I'm starting to think GNU is the problem with "GNU/Linux" these days.
Lots of arguing, but I do not see where anybody has answered the question.
Can I use Linux 4.5 without systemd? Will it work without systemd on Gentoo? Will it work, without systemd, on RasPi?
If you use the DVB subsystem (using a tv tuner for example), then the 4.5-rc1 kernel is borked here. Either a patch broke it, or part of a build was added, but not the whole thing, etc. In any event, DVB wasn't "changed but still working", it was "changed and left in a broken state". These things happen with early RC kernels though, so if you already build one, just boot into an older kernel.

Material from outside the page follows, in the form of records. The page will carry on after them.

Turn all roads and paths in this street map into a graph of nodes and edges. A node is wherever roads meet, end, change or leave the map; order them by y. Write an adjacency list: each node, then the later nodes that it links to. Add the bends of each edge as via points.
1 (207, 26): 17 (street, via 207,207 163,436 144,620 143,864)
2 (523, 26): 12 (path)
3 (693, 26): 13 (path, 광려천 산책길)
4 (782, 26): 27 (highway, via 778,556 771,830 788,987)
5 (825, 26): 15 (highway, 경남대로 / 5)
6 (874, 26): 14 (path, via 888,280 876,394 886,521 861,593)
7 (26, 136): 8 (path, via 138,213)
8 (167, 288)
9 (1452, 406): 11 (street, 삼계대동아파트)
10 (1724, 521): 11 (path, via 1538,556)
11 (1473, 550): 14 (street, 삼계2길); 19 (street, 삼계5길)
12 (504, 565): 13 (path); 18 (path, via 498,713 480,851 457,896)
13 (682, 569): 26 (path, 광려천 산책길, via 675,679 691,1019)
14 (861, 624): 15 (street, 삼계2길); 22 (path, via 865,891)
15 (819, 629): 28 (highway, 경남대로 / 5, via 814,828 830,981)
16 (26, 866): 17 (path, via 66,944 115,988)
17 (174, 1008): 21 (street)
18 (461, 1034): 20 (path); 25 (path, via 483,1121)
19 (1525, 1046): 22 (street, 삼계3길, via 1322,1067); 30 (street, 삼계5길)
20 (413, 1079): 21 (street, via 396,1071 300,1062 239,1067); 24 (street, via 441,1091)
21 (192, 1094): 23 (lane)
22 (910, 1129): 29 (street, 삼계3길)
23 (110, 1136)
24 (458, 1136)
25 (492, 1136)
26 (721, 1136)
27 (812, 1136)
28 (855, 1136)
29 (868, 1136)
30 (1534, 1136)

The most talented and experienced Linux users have already moved to FreeBSD.
You say that but it doesn't appear to be true. Notice, of course, that Linus still uses Linux. Notice that Linux is still being actively developed. I think you're just saying what you want to be true.
I, for example, still use Linux and I typically use Lubuntu which has systemd. I should also add that I should not be counted as "talented and experienced." I do have a lot of Unix experience, then Windows, then Linux, but Linux only stayed on a partition and hardly got any use. I've since switched to using Linux exclusively and spent a couple of years making the switch.

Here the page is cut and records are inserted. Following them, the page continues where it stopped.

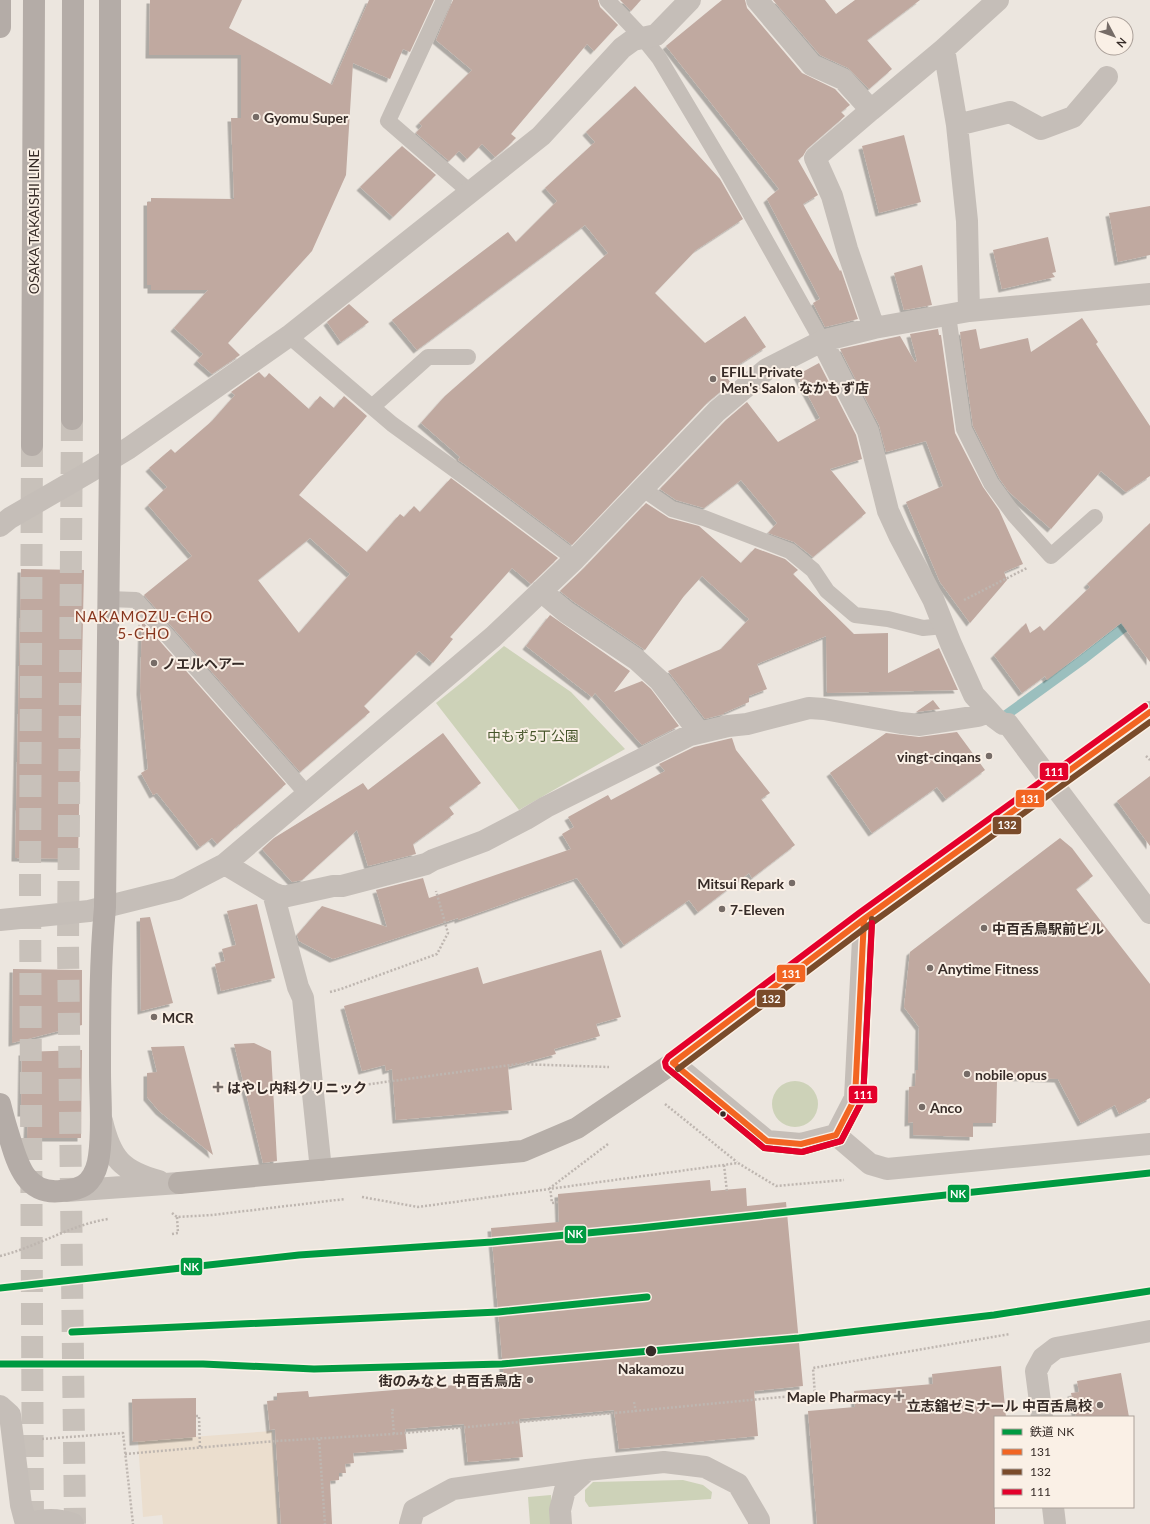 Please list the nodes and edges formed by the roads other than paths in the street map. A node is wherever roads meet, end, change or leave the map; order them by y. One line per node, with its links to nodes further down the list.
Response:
1 (0, 0): 10 (main road)
2 (34, 0): 26 (main road, OSAKA TAKAISHI LINE)
3 (73, 0): 25 (main road)
4 (110, 0): 27 (main road)
5 (444, 0): 16 (lane)
6 (607, 0): 11 (lane)
7 (690, 0): 11 (street)
8 (757, 0): 14 (street)
9 (998, 0): 12 (street)
10 (0, 27)
11 (643, 38): 16 (street); 22 (lane)
12 (944, 49): 14 (street); 15 (street)
13 (1107, 77): 15 (street)
14 (870, 110): 20 (street)
15 (957, 125): 18 (street)
16 (470, 192): 21 (street)
17 (1150, 294): 18 (street)
18 (969, 311): 19 (street)
19 (948, 315): 20 (street); 29 (lane)
20 (874, 328): 22 (street)
21 (289, 336): 24 (lane); 27 (street)
22 (822, 341): 28 (street); 34 (street)
23 (468, 357): 24 (lane)
24 (372, 407): 31 (lane)
25 (72, 419)
26 (32, 445)
27 (110, 459): 30 (street); 33 (main road)
28 (643, 489): 31 (street); 34 (lane)
29 (1095, 517)
30 (0, 526)
31 (575, 559): 32 (street)
32 (541, 591): 37 (street); 39 (street)
33 (108, 599): 39 (lane); 42 (main road)
34 (942, 619): 35 (street)
35 (989, 712): 37 (street); 38 (street)
36 (1150, 712): 38 (street)
37 (698, 732): 41 (street)
38 (1053, 783): 43 (street); 45 (street)
39 (308, 794): 40 (street)
40 (225, 864): 41 (street); 42 (street)
41 (273, 893): 51 (street)
42 (105, 907): 44 (street); 48 (main road)
43 (1150, 913)
44 (0, 920)
45 (864, 920): 46 (street); 49 (street)
46 (673, 1063): 49 (street); 51 (street)
47 (0, 1104): 53 (main road)
48 (100, 1117): 52 (street); 53 (main road)
49 (836, 1135): 50 (street)
50 (1150, 1144)
51 (322, 1170): 52 (street)
52 (179, 1182): 53 (street)
53 (58, 1191)
54 (1150, 1331): 56 (street)
55 (0, 1406): 59 (street)
56 (1042, 1416)
57 (587, 1470): 61 (street); 62 (street); 63 (street)
58 (1053, 1508): 64 (street)
59 (26, 1524): 60 (street)
60 (73, 1524)
61 (410, 1524)
62 (561, 1524)
63 (759, 1524)
64 (1055, 1524) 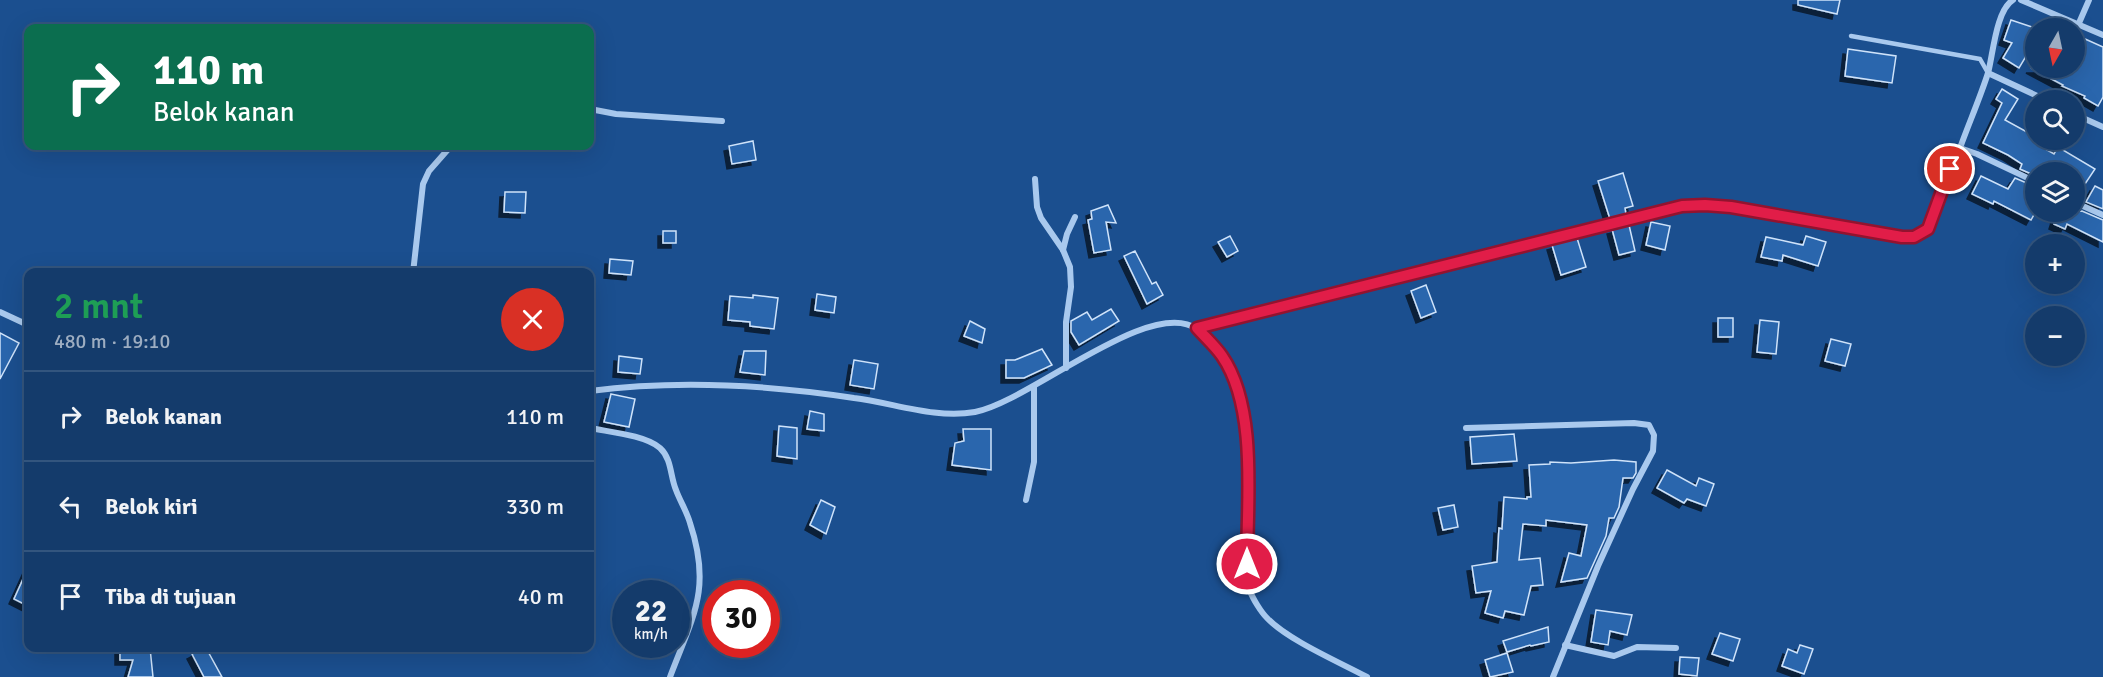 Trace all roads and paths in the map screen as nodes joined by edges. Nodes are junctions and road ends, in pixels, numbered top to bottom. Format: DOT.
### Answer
graph roads {
  1 [pos="2012,0"];
  2 [pos="2021,0"];
  3 [pos="2089,0"];
  4 [pos="2066,18"];
  5 [pos="2081,18"];
  6 [pos="2085,26"];
  7 [pos="2103,35"];
  8 [pos="1851,36"];
  9 [pos="1988,73"];
  10 [pos="2025,90"];
  11 [pos="594,110"];
  12 [pos="2085,119"];
  13 [pos="722,121"];
  14 [pos="2103,127"];
  15 [pos="1960,148"];
  16 [pos="447,150"];
  17 [pos="2025,177"];
  18 [pos="1035,179"];
  19 [pos="2085,207"];
  20 [pos="2103,215"];
  21 [pos="1075,217"];
  22 [pos="1063,250"];
  23 [pos="414,268"];
  24 [pos="0,312"];
  25 [pos="24,324"];
  26 [pos="1197,328"];
  27 [pos="1066,368"];
  28 [pos="1034,387"];
  29 [pos="594,391"];
  30 [pos="594,429"];
  31 [pos="1466,429"];
  32 [pos="1026,500"];
  33 [pos="1565,645"];
  34 [pos="1676,648"];
  35 [pos="670,677"];
  36 [pos="1367,677"];
  37 [pos="1553,677"];
  1 -- 9 [label="street"];
  2 -- 4 [label="street"];
  3 -- 5 [label="street"];
  6 -- 7 [label="street"];
  8 -- 9 [label="lane"];
  9 -- 10 [label="street"];
  9 -- 15 [label="street"];
  11 -- 13 [label="street"];
  12 -- 14 [label="street"];
  15 -- 17 [label="street"];
  15 -- 26 [label="street"];
  16 -- 23 [label="street"];
  18 -- 22 [label="street"];
  19 -- 20 [label="street"];
  21 -- 22 [label="street"];
  22 -- 27 [label="street"];
  24 -- 25 [label="street"];
  26 -- 27 [label="street"];
  26 -- 36 [label="street"];
  27 -- 28 [label="street"];
  28 -- 29 [label="street"];
  28 -- 32 [label="street"];
  30 -- 35 [label="street"];
  31 -- 33 [label="street"];
  33 -- 34 [label="street"];
  33 -- 37 [label="street"];
}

I'd like to hate systemd but, so far, it's done me no harm and I've learned a few new commands (like blame and analyze) and have even found it useful. I've yet to find a lot that I can't read. I've yet to find a problem I couldn't make worse by fucking something important up - except systemd. For all the things I break, that's yet to be the cause of a single problem. Trust me, I break a lot of things.
I did mention that I'm not in the talented group for a reason, after all.
I'd love to hate it. I love me a good hate fest and I like to rant and rage. I love to find something that pisses me off and tell the world about it. I break my computer in new and interesting ways. I don't just break one - I break a lot of them. I've got real server hardware, I've got colocated hardware, I've got countless desktops and laptops. I mean, a truly obscene amount of hardware. At my home in Maine, there is not one room without at least one computer in it. Every single room has at least one computer. Down here in Florida, a house I've used a total of six times, I'm refreshing the hardware that will remain here - there are three desktops, four laptops, and one server. Oh, there are three desktops, complete with all their hardware, that are ready to go to a good home. They were a few years old (I bought them in 2013) so they're being replaced but the new ones have not been set up yet. They are physically here, however. The laptops will leave when we leave to go back to Maine and the server will remain, it doesn't need refreshing and I'm too lazy to reconfigure a new one. Anyone need a few fairly recent desktops and is local to Panama City Beach?
At any rate, for all the poking and breaking that I do, I don't have a problem with systemd. I can't speak for you, for Tom, for Dick, or for Harry - but I can say that, as much as I'd like to be outraged, the damned thing hasn't caused me one iota of trouble. It has even been, dare I say it, helpful more than once.
Anyhow, I don't think the best and brightest have moved to FreeBSD. I imagine some have but they probably weren't the best and brightest. I don't see Linus switching and I'm gonna go out on a limb and say that he's probably among the best and most experienced. Besides, they'd go to GhostBSD anyhow. It's the same damned thing, pretty much, but much nicer by default. Even I can figure out how to use it.
"So long and thanks for all the fish."
No Sir, not at all and it's a serious question.
You got it wrong (intentionally).
SystemD is the thing that makes users move to FreeBSD and the thing causing Linux to collapse from within.
He ain't?
Some of us just stuck with Gentoo, which is still OpenRC.